Postwar internal migration to Volos
City
Migration Period
Full Description
The reasons that drive agrarian populations to move to urban centres vary according to the time period. In general, cities attract agrarian populations because they are presented as ideal places to search for employment. Hence, it is mostly economic reasons that cause internal migration from rural areas to urban centres and lead farmers to the factory gates. However, even though expectations of an improved quality of life and higher social status, as well as the need to escape the confines of small village communities, are all important drivers of urban migration, not all motives of internal migration can be traced back to socioeconomic factors.
Despite the Second World War and the German occupation, the population of the urban agglomeration of Volos and Nea Ionia increased between 1940 and 1951, reaching 65,090 people in 1951, an 18,5% increase compared to the 1940 census, when the population was 54,919. This can be partly attributed to the internal migration which took place before, during, and after the Greek civil war. In autumn 1946, hundreds of internal refugee families started reaching the cities, displaced by the military conflict or pressured by the combatants to abandon their villages.
The size of this ‘voluntary’ migration, however, paled in comparison to the one caused by the policy of mass, systemic village evacuations, implemented by the national army in the areas where the Democratic Army of Greece (DSE) was particularly active. The goal was to deprive the Democratic Army of Greece of support in the rural areas, especially the mountainous areas of Northern and Central Greece. As a result, during the Greek civil war, waves of refugees and internal migrants were forced to leave their villages and settle in the cities to escape persecution and the perils of war. Tens, or even hundreds, of thousands of people, mostly leftists, rushed to the cities where anonymity could protect them against the paramilitary groups that had been given free rein to scourge the countryside.
It becomes clear that the widespread violence and intense climate of fear, which were prominent during the period of the ‘white terror’ and, subsequently, the Greek civil war, were also major factors pushing agrarian populations away from rural areas and towards the relative safety of nearby cities, such as Volos. This movement also suggests that migration destinations were not arbitrary, but were deliberately chosen by the migrants based either on pre-existing social networks, or on new networks established through refugee identity, family and place of origin. As a result, a large number of people, impacted by the depredations of the civil war and the fear it instilled, were forced to abandon their homes in the villages and settle in the city of Volos. Some among them were even planning to live there permanently. In the city, these men and women would look for relative safety, anonymity and a better chance at securing a livelihood by turning to wage labour, even if this type of employment was both precarious and underpaid.

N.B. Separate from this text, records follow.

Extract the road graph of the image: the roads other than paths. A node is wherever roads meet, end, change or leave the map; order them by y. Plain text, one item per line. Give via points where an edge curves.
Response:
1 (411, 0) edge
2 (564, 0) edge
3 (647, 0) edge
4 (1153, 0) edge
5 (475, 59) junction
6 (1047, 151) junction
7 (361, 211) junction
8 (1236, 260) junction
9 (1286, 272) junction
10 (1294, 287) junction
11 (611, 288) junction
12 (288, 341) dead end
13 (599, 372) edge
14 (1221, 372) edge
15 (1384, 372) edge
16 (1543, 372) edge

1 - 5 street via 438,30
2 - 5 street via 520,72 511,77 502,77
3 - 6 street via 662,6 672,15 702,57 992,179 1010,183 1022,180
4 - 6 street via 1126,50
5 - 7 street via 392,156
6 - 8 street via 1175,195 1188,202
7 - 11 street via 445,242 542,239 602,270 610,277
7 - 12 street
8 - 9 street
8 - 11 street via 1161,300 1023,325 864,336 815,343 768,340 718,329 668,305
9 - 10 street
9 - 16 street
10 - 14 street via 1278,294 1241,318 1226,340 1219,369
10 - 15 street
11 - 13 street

With regards to the migration of women, female labour in the industrial sector had been well-established in Volos ever since the interwar period, particularly in the tobacco and textile industries, offering the newly-arrived young women from the mainland of Thessaly and Pelion a widely accepted life and work paradigm. These women came to Volos looking for employment in a labour market which had already been established and a social environment where female labour was no longer treated with caution and suspicion. Urban migration, including migration to Volos, would continue throughout the civil war and the years that followed it.

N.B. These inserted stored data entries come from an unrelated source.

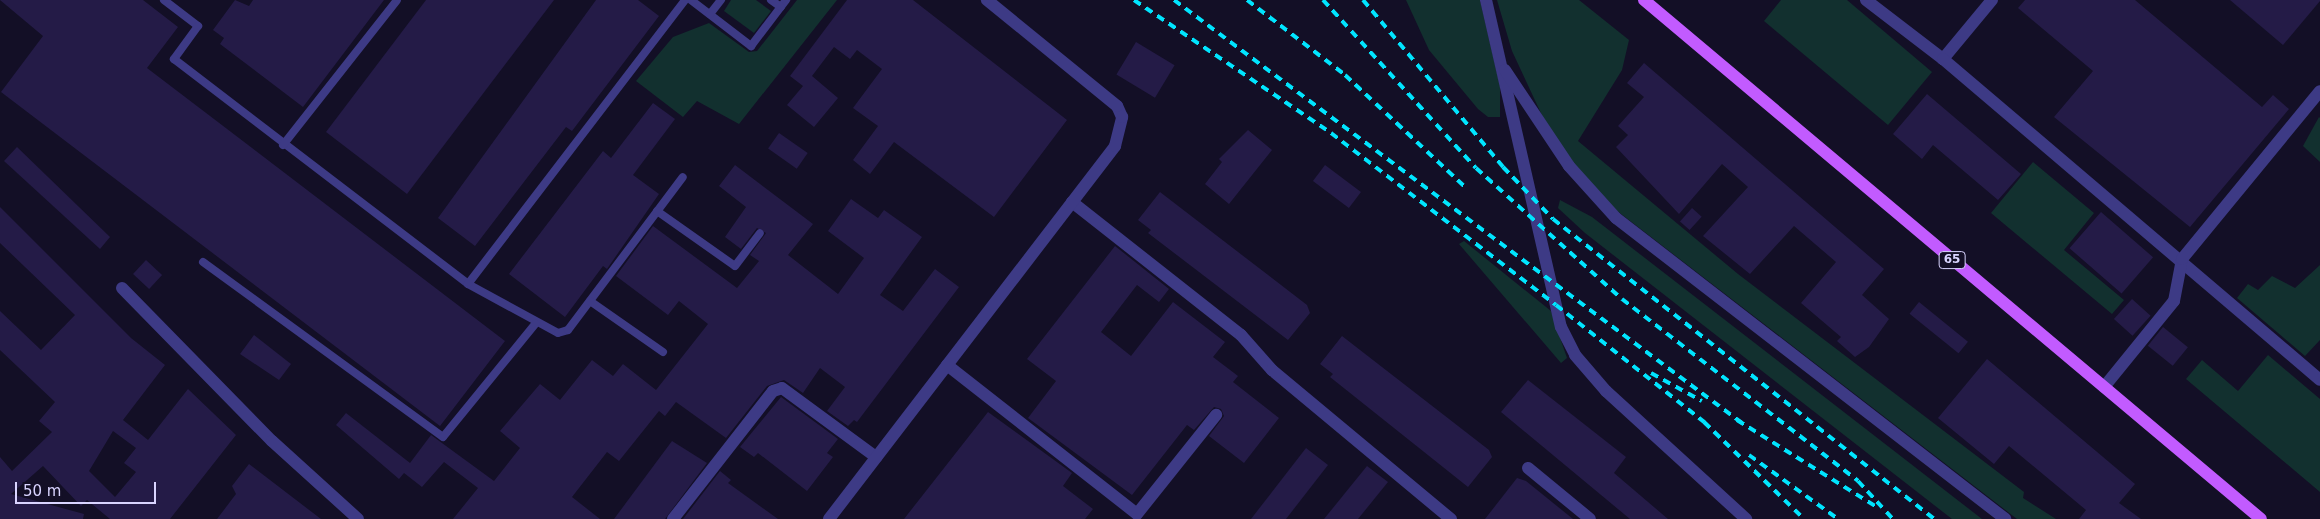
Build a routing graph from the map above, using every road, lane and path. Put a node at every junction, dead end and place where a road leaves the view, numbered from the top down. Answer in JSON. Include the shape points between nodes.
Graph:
{"nodes":[{"id":1,"x":164,"y":0,"type":"edge"},
{"id":2,"x":397,"y":0,"type":"edge"},
{"id":3,"x":685,"y":0,"type":"edge"},
{"id":4,"x":691,"y":0,"type":"edge"},
{"id":5,"x":721,"y":0,"type":"edge"},
{"id":6,"x":772,"y":0,"type":"edge"},
{"id":7,"x":786,"y":0,"type":"edge"},
{"id":8,"x":988,"y":0,"type":"edge"},
{"id":9,"x":1486,"y":0,"type":"edge"},
{"id":10,"x":1644,"y":0,"type":"edge"},
{"id":11,"x":1866,"y":0,"type":"edge"},
{"id":12,"x":1992,"y":0,"type":"edge"},
{"id":13,"x":781,"y":7,"type":"junction"},
{"id":14,"x":710,"y":14,"type":"junction"},
{"id":15,"x":1944,"y":59,"type":"junction"},
{"id":16,"x":1505,"y":70,"type":"junction"},
{"id":17,"x":2320,"y":92,"type":"edge"},
{"id":18,"x":283,"y":144,"type":"junction"},
{"id":19,"x":683,"y":177,"type":"dead end"},
{"id":20,"x":1072,"y":202,"type":"junction"},
{"id":21,"x":657,"y":211,"type":"junction"},
{"id":22,"x":760,"y":233,"type":"dead end"},
{"id":23,"x":2182,"y":259,"type":"junction"},
{"id":24,"x":203,"y":262,"type":"dead end"},
{"id":25,"x":468,"y":284,"type":"junction"},
{"id":26,"x":122,"y":288,"type":"dead end"},
{"id":27,"x":590,"y":301,"type":"junction"},
{"id":28,"x":535,"y":324,"type":"junction"},
{"id":29,"x":663,"y":352,"type":"dead end"},
{"id":30,"x":947,"y":365,"type":"junction"},
{"id":31,"x":2320,"y":380,"type":"edge"},
{"id":32,"x":2104,"y":387,"type":"junction"},
{"id":33,"x":1216,"y":415,"type":"dead end"},
{"id":34,"x":876,"y":457,"type":"junction"},
{"id":35,"x":1528,"y":468,"type":"dead end"},
{"id":36,"x":358,"y":519,"type":"edge"},
{"id":37,"x":673,"y":519,"type":"edge"},
{"id":38,"x":829,"y":519,"type":"edge"},
{"id":39,"x":1452,"y":519,"type":"edge"},
{"id":40,"x":1590,"y":519,"type":"edge"},
{"id":41,"x":1746,"y":519,"type":"edge"},
{"id":42,"x":2005,"y":519,"type":"edge"},
{"id":43,"x":2261,"y":519,"type":"edge"}],
"edges":[{"from":1,"to":18,"type":"lane","via":[[198,26],[174,59]]},
{"from":2,"to":18,"type":"lane"},
{"from":3,"to":25,"type":"lane"},
{"from":4,"to":14,"type":"lane"},
{"from":5,"to":14,"type":"lane"},
{"from":6,"to":13,"type":"lane"},
{"from":7,"to":13,"type":"lane"},
{"from":8,"to":20,"type":"street","via":[[1117,106],[1122,117],[1115,146]]},
{"from":9,"to":16,"type":"street"},
{"from":10,"to":32,"type":"main road","number":"65"},
{"from":11,"to":15,"type":"street"},
{"from":12,"to":15,"type":"street"},
{"from":13,"to":14,"type":"lane","via":[[751,46]]},
{"from":15,"to":23,"type":"street"},
{"from":16,"to":41,"type":"street","via":[[1561,327],[1575,355],[1606,391]]},
{"from":16,"to":42,"type":"street","via":[[1569,166],[1616,218]]},
{"from":17,"to":23,"type":"street"},
{"from":18,"to":25,"type":"lane"},
{"from":19,"to":21,"type":"lane"},
{"from":20,"to":30,"type":"street"},
{"from":20,"to":39,"type":"street","via":[[1242,335],[1272,370]]},
{"from":21,"to":22,"type":"lane","via":[[735,266]]},
{"from":21,"to":27,"type":"lane"},
{"from":23,"to":31,"type":"street"},
{"from":23,"to":32,"type":"street","via":[[2174,301]]},
{"from":24,"to":28,"type":"lane","via":[[443,437]]},
{"from":25,"to":28,"type":"lane"},
{"from":26,"to":36,"type":"street","via":[[272,441]]},
{"from":27,"to":28,"type":"lane","via":[[568,330],[558,333]]},
{"from":27,"to":29,"type":"lane"},
{"from":30,"to":33,"type":"street","via":[[1137,514]]},
{"from":30,"to":34,"type":"street"},
{"from":32,"to":43,"type":"main road","number":"65"},
{"from":34,"to":37,"type":"street","via":[[782,388],[772,391]]},
{"from":34,"to":38,"type":"street"},
{"from":35,"to":40,"type":"street"}]}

These former agrarian populations, which were cut off from their birthplaces and forced to flock to the cities, were destitute and disadvantaged, most had no skills or resources, and lived on rations distributed by charities. Hence, they became a cheap labour force which contributed both to the rise in local industrial production and the reconstruction of the entire country during the 1950s. However, Greek historiography has only recently started to delve deeper into the dramatic changes brought upon the personal and professional lives of internal migrants and the way they experienced them, their attempts at integration into the urban social fabric, and the treatment they received from the native inhabitants of the urban centres.